McDonald's (MCD -0.91%) business has been firing on all cylinders lately. Sales are rising at a double-digit rate, profit margins are near record highs, and customer satisfaction is up. "The McDonald's brand has never been stronger," CEO Chris Kempczinski told investors in late July.

And yet the stock is trailing the broader market by a wide margin in 2023 due to one big worry on Wall Street: Investors are looking past the fast-food giant's positive momentum to focus on a predicted slowdown ahead into 2024.

What's this about a slump for McDonald's?

The Q2 earnings report contained only faint signs of an impending slowdown. McDonald's reported positive customer traffic and rising average spending across its key markets, including in the U.S.

Overall, comparable-store sales were up 12%, marking just a small deceleration compared to the prior quarter's 13% spike. Profitability improved to a record 44% of sales thanks to the combination of higher prices, cost cuts, and that expanding sales footprint.

Yet the company noted in its Q2 press release that "global macroeconomic challenges" are starting to pressure the industry. While noting in a conference call with investors that McDonald's is winning market share and seeing solid traffic, things are likely to change for the worse over the next few quarters.

The red flag for McDonald's

Specifically, McDonald's said there are four significant headwinds impacting the business heading into late 2023. "Costs remain elevated, consumer discretionary spending is limited, and industry traffic is pressured," CFO Ian Borden noted. "And as inflation begins to normalize later in the year, we expect top-line growth to moderate."

In other words, starting in the second half of 2023, price increases won't provide the sales lift that they have in recent quarters. And that pressure will be amplified by weakening consumer demand. This downbeat outlook helps explain why McDonald's, along with peers like Starbucks, underperformed the market in recent months, and it's a potential red flag to consider.
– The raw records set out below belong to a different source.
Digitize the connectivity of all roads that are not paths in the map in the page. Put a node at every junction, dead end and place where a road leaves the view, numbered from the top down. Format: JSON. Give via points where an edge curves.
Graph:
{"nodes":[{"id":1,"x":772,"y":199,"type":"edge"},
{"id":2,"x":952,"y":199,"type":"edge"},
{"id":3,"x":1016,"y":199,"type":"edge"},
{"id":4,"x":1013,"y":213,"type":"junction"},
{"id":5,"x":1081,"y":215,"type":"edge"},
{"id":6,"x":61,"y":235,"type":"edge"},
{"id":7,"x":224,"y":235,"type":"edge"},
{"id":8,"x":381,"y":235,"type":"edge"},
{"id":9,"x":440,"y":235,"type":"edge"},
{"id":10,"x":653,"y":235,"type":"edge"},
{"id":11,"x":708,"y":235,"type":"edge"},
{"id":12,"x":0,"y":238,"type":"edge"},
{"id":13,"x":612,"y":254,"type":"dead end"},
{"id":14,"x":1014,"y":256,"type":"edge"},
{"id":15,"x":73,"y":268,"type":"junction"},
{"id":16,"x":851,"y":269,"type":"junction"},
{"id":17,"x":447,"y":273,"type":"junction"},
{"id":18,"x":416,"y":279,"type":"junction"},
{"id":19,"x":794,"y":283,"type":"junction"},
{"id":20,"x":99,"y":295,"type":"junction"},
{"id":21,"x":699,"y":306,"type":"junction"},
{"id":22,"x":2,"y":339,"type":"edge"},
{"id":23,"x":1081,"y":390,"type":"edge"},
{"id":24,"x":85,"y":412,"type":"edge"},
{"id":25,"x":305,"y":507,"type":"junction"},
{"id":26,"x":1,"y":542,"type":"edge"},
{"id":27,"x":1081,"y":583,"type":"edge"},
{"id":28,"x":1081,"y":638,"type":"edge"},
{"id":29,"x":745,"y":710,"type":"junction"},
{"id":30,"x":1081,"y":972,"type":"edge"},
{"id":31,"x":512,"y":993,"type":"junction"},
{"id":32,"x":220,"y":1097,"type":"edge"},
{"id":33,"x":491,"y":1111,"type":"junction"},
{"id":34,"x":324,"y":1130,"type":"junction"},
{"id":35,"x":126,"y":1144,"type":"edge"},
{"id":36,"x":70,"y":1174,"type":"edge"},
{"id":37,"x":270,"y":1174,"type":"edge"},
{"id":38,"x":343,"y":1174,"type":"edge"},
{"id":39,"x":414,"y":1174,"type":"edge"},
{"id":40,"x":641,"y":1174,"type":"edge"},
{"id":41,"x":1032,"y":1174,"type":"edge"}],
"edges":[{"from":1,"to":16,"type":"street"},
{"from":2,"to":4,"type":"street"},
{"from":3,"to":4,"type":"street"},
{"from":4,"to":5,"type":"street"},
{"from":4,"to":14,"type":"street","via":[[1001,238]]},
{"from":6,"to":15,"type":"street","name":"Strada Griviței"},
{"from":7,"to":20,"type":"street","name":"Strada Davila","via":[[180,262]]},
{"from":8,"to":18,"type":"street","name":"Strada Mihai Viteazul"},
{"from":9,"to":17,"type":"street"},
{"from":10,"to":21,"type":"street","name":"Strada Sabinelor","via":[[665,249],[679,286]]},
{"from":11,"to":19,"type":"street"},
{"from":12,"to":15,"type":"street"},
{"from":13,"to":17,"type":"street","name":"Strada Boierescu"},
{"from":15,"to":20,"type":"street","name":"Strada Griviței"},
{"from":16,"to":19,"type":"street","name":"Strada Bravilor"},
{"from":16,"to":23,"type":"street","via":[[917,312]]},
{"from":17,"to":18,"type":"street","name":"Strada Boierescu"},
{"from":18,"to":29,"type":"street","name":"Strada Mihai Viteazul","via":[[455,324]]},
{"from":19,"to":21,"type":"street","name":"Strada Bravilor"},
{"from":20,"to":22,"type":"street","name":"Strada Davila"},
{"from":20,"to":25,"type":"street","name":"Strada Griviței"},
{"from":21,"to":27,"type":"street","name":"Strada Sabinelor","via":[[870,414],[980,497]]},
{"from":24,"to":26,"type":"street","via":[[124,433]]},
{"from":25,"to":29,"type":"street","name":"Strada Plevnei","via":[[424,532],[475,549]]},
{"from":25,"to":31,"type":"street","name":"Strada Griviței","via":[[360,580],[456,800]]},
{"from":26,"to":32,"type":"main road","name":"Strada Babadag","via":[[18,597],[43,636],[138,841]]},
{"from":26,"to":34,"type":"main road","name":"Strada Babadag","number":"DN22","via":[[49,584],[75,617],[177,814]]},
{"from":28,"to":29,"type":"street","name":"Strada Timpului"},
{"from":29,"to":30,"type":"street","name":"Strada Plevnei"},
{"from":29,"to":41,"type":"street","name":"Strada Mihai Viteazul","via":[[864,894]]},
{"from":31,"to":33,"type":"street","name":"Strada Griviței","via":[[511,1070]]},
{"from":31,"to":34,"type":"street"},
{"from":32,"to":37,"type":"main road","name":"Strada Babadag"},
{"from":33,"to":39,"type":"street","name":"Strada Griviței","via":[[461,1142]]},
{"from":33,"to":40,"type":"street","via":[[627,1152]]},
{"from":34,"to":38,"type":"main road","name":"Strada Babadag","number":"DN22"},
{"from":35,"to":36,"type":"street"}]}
A broader economic slowdown is no big deal for McDonald's

It's still an overreaction on the part of Wall Street to abandon McDonald's stock in response to this news. The chain isn't losing a step against fast-food competitors, after all. In fact, McDonald's is leading the industry on core metrics like market share and profit margin.

Mickey D's is heading into this potentially challenging period with excellent momentum as well. Its ample cash flow provides all the flexibility that management needs to continue investing in growth initiatives even through a recession, should one develop into 2024.

In the meantime, investors can grab this fast-food stock at a discount. Shares are trading at about 7.5 times sales, down from a peak of 9 times sales earlier this year. The price-to-earnings ratio has declined even more, falling to 23 today from about 33 in late March.

It's true that this valuation drop reflects real concerns that McDonald's will report weaker sales trends over the next year or so. But the company has been through many prior industry pullbacks in the past few decades. Each time, it has emerged from the cyclical downturn to go on to set new sales and earnings records.

Smart investors know that this is the likeliest scenario for the next recession, whenever that occurs, so they see an opportunity in McDonald's latest stock price drop. There might be more volatility ahead in the short term, but the chain's wider outlook is as bright as ever.